Este artigo explora os melhores frutos e legumes ricos em vitamina D, analisando a quantidade deste nutriente essencial que contêm por porção. Também ficará a saber porque é que a vitamina D é tão importante, qual a quantidade necessária por dia e os sintomas e riscos de deficiência. Continue a ler para descobrir as principais fontes de alimentos a consumir para aumentar a sua ingestão de vitamina D.

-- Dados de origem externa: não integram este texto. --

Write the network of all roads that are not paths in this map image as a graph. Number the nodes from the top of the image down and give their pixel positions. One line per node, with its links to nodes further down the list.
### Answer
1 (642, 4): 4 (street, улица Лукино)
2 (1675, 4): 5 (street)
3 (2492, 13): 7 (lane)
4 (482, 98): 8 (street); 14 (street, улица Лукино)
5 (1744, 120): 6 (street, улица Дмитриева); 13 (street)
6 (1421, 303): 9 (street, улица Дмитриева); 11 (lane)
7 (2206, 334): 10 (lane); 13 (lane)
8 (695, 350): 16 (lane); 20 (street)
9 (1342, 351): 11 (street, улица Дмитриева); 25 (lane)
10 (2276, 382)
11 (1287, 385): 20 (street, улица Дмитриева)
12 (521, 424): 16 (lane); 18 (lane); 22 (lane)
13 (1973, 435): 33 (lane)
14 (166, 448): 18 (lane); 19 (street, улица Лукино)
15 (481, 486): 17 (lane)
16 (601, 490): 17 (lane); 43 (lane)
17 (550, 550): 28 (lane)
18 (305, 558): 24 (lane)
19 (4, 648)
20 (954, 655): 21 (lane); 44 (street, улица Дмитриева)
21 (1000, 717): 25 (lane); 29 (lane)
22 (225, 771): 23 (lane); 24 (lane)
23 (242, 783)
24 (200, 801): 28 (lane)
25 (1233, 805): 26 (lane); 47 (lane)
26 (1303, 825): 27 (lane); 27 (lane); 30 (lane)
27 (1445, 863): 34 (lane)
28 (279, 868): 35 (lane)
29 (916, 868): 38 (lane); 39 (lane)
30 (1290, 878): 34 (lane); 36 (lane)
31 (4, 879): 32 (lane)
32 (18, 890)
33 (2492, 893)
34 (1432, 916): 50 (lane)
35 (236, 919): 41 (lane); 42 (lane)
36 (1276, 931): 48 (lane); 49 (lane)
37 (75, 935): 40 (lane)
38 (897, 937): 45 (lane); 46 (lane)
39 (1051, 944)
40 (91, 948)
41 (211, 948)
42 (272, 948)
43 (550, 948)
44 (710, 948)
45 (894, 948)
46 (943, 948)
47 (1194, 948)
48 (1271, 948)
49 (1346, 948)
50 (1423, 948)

Frutas e legumes ricos em vitamina D. Adicione-os à sua dieta para obter uma fonte saudável de vitamina D: Adicione-os à sua dieta para obter uma fonte saudável de vitamina D

Porque precisa de vitamina D?

Conhecida como a "vitamina do sol", a vitamina D é única porque pode ser produzida pelo seu corpo a partir da exposição ao sol. Também pode ser obtida a partir de determinados alimentos. A vitamina D é essencial para:

  • Ossos fortes, ajudando o seu corpo a absorver cálcio - níveis baixos estão associados a ossos moles, finos e quebradiços e à osteoporose.
  • Função e força muscular.
  • Modulação da função imunitária e redução da inflamação.
  • Desenvolvimento e manutenção do cérebro.
  • Crescimento celular.
  • Redução do risco de infecções respiratórias, diabetes de tipo 2, hipertensão arterial, cancro, doença de Alzheimer e doenças auto-imunes como a esclerose múltipla.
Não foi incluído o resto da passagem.